Grant Likely asked about the progress of the Android patches into the mainline; when is that job "done"? Once Android is using mainline kernels was the answer Bottomley gave. Kroah-Hartman noted that the real problem is on the user-space side. Kernel hackers can't do anything about changing the Android user space, but companies like Linaro and Samsung are making some progress in doing so. The 3.3 kernel can boot an Android user space, but it will "eat your battery alive", he said. We are making progress, but it will require teamwork to get there.

What are kernel hackers doing to measure power consumption was the next audience question. Packard said that there is a lot of focus on that in the graphics arena. They are using wall power meters to measure the power consumption of various devices over time and trying to correlate those measurements with active functional units in graphics devices and system-on-chips (SoCs). They measure things like joules-per-movie, which is a critical measure for users. There is an effort to balance the "race to idle" with voltage and frequency scaling, he said, especially for latency-sensitive applications like displaying movies. In addition to just the graphics hardware, they are trying to measure memory power utilization and bus power utilization, he said.

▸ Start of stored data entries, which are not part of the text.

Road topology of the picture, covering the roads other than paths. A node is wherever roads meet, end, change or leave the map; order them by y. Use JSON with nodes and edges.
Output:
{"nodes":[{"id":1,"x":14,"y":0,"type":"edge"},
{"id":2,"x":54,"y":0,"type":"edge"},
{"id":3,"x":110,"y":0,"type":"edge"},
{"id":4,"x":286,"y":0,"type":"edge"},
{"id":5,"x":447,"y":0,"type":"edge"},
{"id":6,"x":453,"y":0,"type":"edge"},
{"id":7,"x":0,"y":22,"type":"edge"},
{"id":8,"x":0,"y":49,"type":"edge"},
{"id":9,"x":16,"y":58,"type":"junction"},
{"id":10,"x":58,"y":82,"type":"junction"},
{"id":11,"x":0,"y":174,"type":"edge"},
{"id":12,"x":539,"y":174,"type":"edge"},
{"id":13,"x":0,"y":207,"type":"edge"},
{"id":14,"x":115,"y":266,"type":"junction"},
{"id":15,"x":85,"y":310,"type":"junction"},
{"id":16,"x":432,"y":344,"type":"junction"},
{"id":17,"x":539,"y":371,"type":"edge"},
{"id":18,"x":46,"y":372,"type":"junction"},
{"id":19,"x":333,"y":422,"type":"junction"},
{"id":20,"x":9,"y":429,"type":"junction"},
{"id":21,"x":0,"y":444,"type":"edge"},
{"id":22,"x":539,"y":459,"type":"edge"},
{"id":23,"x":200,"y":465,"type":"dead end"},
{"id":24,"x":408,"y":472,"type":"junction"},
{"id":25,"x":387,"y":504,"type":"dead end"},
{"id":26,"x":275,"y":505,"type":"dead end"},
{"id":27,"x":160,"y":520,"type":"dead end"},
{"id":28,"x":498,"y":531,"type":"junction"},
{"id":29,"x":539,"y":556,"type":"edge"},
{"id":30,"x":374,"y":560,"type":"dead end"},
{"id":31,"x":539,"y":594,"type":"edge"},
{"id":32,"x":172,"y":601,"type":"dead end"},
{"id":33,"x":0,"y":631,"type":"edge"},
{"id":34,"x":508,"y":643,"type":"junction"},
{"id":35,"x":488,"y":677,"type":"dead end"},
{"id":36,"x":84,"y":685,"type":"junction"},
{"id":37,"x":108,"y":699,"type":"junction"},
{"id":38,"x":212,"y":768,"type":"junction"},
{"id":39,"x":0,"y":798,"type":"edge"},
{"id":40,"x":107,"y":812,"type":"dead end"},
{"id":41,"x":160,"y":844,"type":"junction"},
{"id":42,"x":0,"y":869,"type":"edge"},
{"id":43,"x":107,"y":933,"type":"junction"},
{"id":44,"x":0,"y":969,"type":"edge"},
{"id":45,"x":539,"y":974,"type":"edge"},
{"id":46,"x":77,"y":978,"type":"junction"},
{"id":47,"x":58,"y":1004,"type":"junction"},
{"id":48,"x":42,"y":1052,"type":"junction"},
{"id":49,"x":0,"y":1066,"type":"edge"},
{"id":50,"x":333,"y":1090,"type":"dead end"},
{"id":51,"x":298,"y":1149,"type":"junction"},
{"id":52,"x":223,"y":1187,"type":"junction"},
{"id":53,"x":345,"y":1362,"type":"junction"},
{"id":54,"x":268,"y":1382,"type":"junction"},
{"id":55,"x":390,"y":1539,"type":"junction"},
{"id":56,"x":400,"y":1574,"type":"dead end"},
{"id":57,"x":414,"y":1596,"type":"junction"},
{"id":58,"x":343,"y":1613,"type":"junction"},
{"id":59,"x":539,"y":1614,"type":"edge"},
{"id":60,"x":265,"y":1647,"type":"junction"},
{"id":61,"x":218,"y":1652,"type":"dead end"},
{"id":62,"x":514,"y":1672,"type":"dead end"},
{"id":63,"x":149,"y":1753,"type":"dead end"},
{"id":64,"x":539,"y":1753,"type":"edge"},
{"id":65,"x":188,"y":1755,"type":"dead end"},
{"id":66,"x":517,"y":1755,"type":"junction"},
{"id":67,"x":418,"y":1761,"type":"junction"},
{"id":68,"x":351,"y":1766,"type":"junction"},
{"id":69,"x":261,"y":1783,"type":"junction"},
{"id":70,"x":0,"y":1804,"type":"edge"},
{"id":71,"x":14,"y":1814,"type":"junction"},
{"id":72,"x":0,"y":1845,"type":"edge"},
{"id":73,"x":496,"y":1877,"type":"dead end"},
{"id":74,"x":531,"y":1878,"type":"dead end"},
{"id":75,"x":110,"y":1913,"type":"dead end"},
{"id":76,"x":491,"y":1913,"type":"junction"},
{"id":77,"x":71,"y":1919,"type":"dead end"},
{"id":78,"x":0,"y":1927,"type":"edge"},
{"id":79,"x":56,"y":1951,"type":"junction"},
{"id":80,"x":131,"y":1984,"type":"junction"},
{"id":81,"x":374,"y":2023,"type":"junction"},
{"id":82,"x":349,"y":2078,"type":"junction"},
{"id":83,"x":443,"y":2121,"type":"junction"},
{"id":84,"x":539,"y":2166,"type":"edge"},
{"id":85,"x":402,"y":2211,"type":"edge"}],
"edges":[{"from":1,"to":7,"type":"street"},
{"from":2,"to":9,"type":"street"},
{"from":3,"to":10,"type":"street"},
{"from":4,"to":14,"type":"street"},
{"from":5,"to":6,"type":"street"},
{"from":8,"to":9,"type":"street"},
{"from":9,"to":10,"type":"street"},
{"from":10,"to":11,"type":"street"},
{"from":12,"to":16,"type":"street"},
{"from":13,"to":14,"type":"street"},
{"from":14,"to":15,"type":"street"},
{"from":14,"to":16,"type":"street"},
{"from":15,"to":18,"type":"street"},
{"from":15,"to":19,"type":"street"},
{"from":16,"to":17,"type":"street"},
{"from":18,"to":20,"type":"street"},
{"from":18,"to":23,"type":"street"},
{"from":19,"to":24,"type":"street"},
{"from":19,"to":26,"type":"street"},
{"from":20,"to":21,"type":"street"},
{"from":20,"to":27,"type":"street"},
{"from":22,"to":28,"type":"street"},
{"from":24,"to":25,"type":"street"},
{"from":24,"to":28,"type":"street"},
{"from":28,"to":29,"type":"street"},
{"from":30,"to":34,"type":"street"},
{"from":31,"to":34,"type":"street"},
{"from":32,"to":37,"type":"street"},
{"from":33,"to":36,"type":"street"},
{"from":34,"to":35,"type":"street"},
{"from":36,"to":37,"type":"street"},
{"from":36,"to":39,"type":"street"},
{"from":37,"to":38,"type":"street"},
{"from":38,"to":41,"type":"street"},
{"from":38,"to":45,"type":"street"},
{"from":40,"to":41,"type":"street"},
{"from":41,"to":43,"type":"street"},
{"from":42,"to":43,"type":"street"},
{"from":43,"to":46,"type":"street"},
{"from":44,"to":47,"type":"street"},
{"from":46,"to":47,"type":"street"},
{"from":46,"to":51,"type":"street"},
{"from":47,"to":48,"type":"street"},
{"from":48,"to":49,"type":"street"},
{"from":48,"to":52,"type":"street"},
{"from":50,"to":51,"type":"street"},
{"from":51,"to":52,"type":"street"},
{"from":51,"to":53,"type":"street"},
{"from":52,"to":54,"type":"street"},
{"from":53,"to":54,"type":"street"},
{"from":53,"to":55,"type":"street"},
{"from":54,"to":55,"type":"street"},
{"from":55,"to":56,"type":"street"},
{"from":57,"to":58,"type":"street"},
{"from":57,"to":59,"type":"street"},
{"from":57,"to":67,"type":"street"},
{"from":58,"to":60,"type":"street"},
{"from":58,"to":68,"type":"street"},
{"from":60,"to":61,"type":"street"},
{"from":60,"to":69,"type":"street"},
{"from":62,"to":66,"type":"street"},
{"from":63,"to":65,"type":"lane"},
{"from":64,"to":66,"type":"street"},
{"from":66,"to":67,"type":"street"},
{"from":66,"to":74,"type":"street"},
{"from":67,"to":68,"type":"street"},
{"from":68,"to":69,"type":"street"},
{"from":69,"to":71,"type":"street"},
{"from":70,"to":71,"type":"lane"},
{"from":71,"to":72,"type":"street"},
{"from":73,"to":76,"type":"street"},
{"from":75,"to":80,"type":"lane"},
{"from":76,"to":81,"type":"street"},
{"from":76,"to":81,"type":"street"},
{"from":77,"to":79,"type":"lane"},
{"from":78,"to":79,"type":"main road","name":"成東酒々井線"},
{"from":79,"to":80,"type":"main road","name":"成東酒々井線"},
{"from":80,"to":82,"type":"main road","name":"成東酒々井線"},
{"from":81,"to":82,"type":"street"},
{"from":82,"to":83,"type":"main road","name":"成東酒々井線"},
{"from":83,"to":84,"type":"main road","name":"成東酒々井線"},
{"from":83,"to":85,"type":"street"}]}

The problem is bigger than graphics, Bottomley said. In the storage world, the speed of the buses has been "jacked up", which increases the power usage. On a netbook SATA link, a half-watt of power can be used just to power the bus. Power saving for SATA buses is coming, he said.

The last topic covered was that of "hardware bypass", which are devices that take on some of the tasks that are normally handled by the kernel in the interests of performance. Gorman pointed out that bypass is often done to drive some "artificial metric" and that kernel developers need to know what the metric is in order to make proper decisions. The question for those proposing bypass should be "Why are you trying to do that?", he said. The problem is not just for SCSI (or storage), but for all of the various bypass (or offload) proposals.

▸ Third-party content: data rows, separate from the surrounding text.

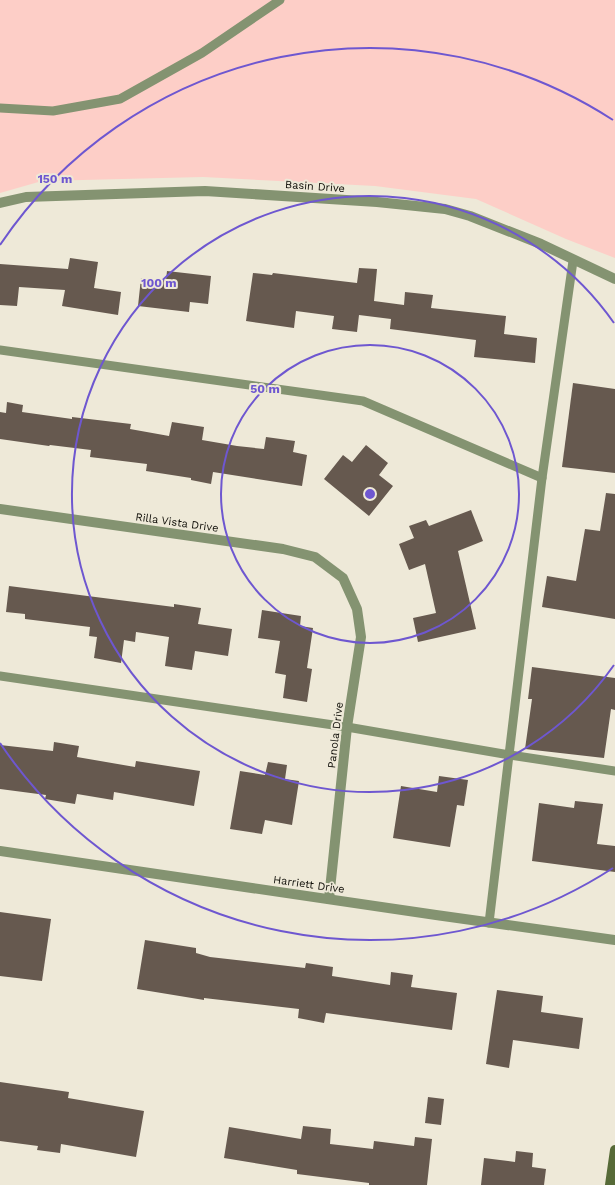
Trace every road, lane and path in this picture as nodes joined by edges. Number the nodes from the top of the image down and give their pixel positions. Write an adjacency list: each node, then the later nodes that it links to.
1 (280, 0): 2 (lane)
2 (0, 108)
3 (0, 203): 4 (street, Basin Drive)
4 (573, 261): 5 (street, Basin Drive); 7 (lane)
5 (615, 279)
6 (0, 350): 7 (lane)
7 (542, 478): 12 (lane)
8 (0, 509): 9 (street, Rilla Vista Drive)
9 (343, 578): 11 (street, Panola Drive)
10 (0, 676): 11 (lane)
11 (347, 727): 12 (lane); 15 (street, Panola Drive)
12 (510, 755): 13 (lane); 16 (lane)
13 (615, 771)
14 (0, 851): 15 (street, Harriett Drive)
15 (329, 899): 16 (street, Harriett Drive)
16 (489, 923): 17 (street, Harriett Drive)
17 (615, 940)
18 (615, 1150): 19 (main road)
19 (610, 1185)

The CPU isolation feature, which allows an administrator to remove a CPU from those managed by the kernel to run a particular workload unperturbed by the rest of the system, is one that Gorman mentioned. One of the reasons that people give for wanting the feature is to avoid the inter-processor interrupt (IPI) "storms" that can occur. But a better way to approach that problem is to figure out why those storms are happening and to address that instead, he said. That's "ultimately the right thing to do" whenever bypass is suggested.

Linville noted that TCP offload engines provided a boost for some users, but that CPU improvements have "largely erased the gains" that were made. Bottomley said that the question should not be how to avoid the kernel code, but instead should be how to take advantage of the work that the kernel developers do. Essentially, the consensus was that bypass or offload technologies are not only bypassing the kernel, but are also ignoring the collective knowledge and abilities of the Linux kernel community.

Once again, the kernel panel gave a nice glimpse inside the heads of kernel developers. It provided some insight into how they approach problems, and where they think solutions generally lie. It was nice to have a mix of some "fresh blood" as well as "old hands" on the panel, which definitely led to an interesting discussion.